To start, you’ll want coarsely ground coffee that resembles coarse sea salt or steel-cut oats. If you have a home grinder, start by using the largest setting, or tell your coffee vendor you would like a French press grind. Again, bigger is better because it will greatly reduce the amount of sediment that shows up in the finished cup, and it will help the brewed coffee pass cleanly through the plunger mesh.
When you boil your water, make sure to heat enough water for two cylinders’ worth. Once the water has come to a boil, immediately fill the French press before adding the grounds. This will heat up the cylinder so that, when you brew your coffee, the temperature doesn’t drop right away.
After about 30 seconds of letting the water sit in your French press, pour out the first batch of water. At this point, you’re ready to add your grounds, and the remaining water in your kettle should be at just about the right temperature.

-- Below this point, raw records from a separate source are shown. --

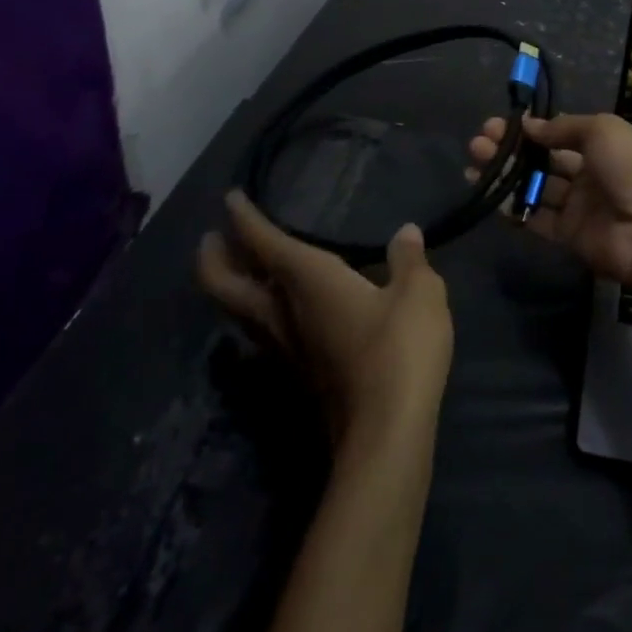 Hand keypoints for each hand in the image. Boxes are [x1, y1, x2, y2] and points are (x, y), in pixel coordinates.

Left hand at [198, 192, 452, 453]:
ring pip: (239, 312)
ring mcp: (285, 350)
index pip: (263, 242)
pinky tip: (280, 311)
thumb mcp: (420, 293)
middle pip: (227, 285)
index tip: (230, 198)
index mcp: (307, 280)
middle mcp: (283, 313)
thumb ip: (409, 260)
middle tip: (212, 237)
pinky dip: (257, 311)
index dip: (244, 218)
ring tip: (241, 268)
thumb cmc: (399, 349)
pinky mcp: (298, 376)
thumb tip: (405, 234)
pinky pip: (261, 332)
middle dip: (214, 258)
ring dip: (231, 286)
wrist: (385, 433)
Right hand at [467, 112, 631, 292]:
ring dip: (505, 176)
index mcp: (603, 146)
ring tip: (473, 163)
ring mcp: (578, 207)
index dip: (530, 130)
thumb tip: (530, 125)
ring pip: (534, 188)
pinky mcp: (567, 236)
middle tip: (478, 142)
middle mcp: (589, 174)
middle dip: (511, 151)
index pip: (559, 135)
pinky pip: (535, 219)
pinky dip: (512, 208)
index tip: (500, 124)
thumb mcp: (603, 130)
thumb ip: (563, 128)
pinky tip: (488, 194)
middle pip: (542, 161) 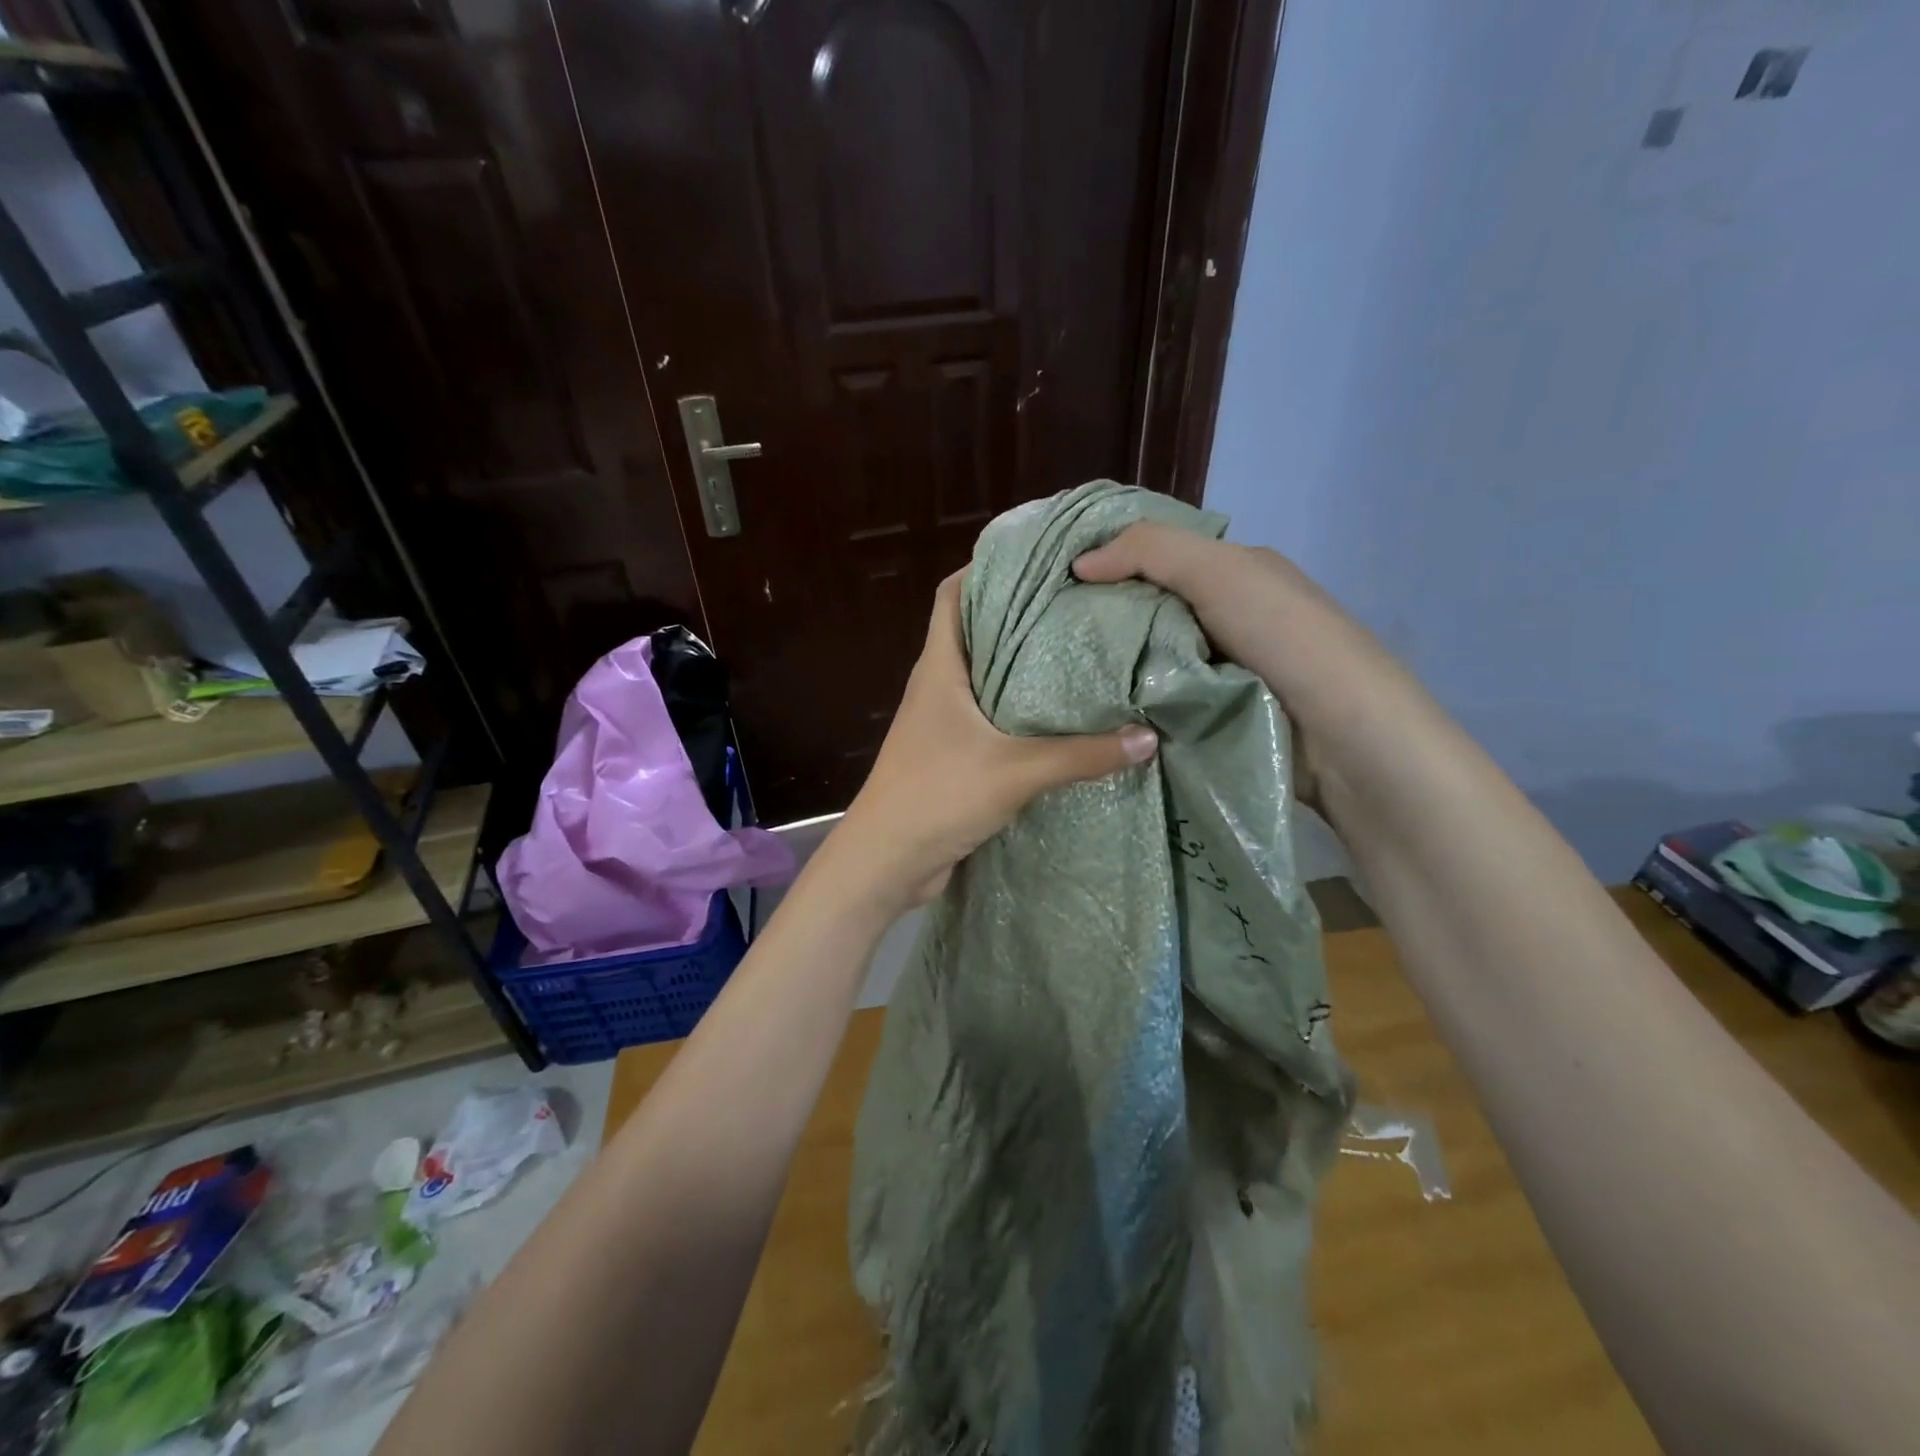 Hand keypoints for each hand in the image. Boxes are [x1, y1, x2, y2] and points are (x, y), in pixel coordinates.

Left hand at [829, 571, 1157, 910]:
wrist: (887, 862)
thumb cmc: (937, 796)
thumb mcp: (1015, 771)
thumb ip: (1081, 754)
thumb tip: (1147, 738)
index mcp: (939, 668)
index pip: (952, 595)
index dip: (985, 567)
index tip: (1036, 556)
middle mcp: (938, 687)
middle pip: (976, 633)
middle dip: (1020, 615)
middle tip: (1079, 603)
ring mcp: (943, 723)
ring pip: (986, 679)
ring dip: (1023, 668)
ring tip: (1081, 652)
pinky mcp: (954, 756)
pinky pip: (991, 721)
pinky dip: (1021, 713)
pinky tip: (1062, 719)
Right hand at [1072, 522, 1409, 797]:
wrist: (1344, 736)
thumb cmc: (1284, 638)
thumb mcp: (1220, 573)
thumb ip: (1150, 553)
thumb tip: (1079, 564)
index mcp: (1235, 574)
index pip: (1158, 557)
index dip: (1110, 561)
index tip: (1055, 580)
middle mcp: (1228, 617)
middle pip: (1149, 610)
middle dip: (1102, 618)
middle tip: (1045, 633)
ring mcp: (1221, 671)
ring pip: (1151, 659)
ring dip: (1113, 667)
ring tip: (1057, 674)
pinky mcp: (1214, 717)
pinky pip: (1160, 701)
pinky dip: (1132, 703)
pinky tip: (1094, 708)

Pour in just enough water to cover the grounds and then stop. This step is often referred to as blooming the coffee, and it’s required, as it allows trapped carbon dioxide to escape before the beans can properly steep. This release of gas causes a foamy top layer that drags some of the grounds to the surface, so you’ll want to let all the gas escape for about 30 to 45 seconds before gently stirring the grounds, allowing them to settle back into the water.
Finish filling your cylinder and put the plunger on, pressing it down ever so slightly to make sure no grounds are floating above the water level. You’ll want to use between 60 and 70 grams of coffee per liter of water. That’s about a 1:15 mass ratio if you want to take the time to weigh things out. After letting your brew steep for your chosen period of time, you’ll be ready to filter it.
Press down on the plunger gently but firmly until it reaches the bottom of the cylinder. Don’t fight it if it sticks; just pull it back up an inch and gently try again. It’s important not to agitate the grounds at the last second or to try squeezing out some extra liquid from them, since this risks making the coffee bitter. In addition, if you disrupt the grounds too much or misalign the plunger, you might get unwanted sediment in your coffee. Unlike drip or filter coffee, the French press doesn’t have a paper filter, so it allows more natural oils and microscopic grinds, known as fines, to be released into your cup. These elements give the French press its signature body and richness, so don’t be alarmed if your coffee feels a little more viscous than usual; that’s all part of the experience.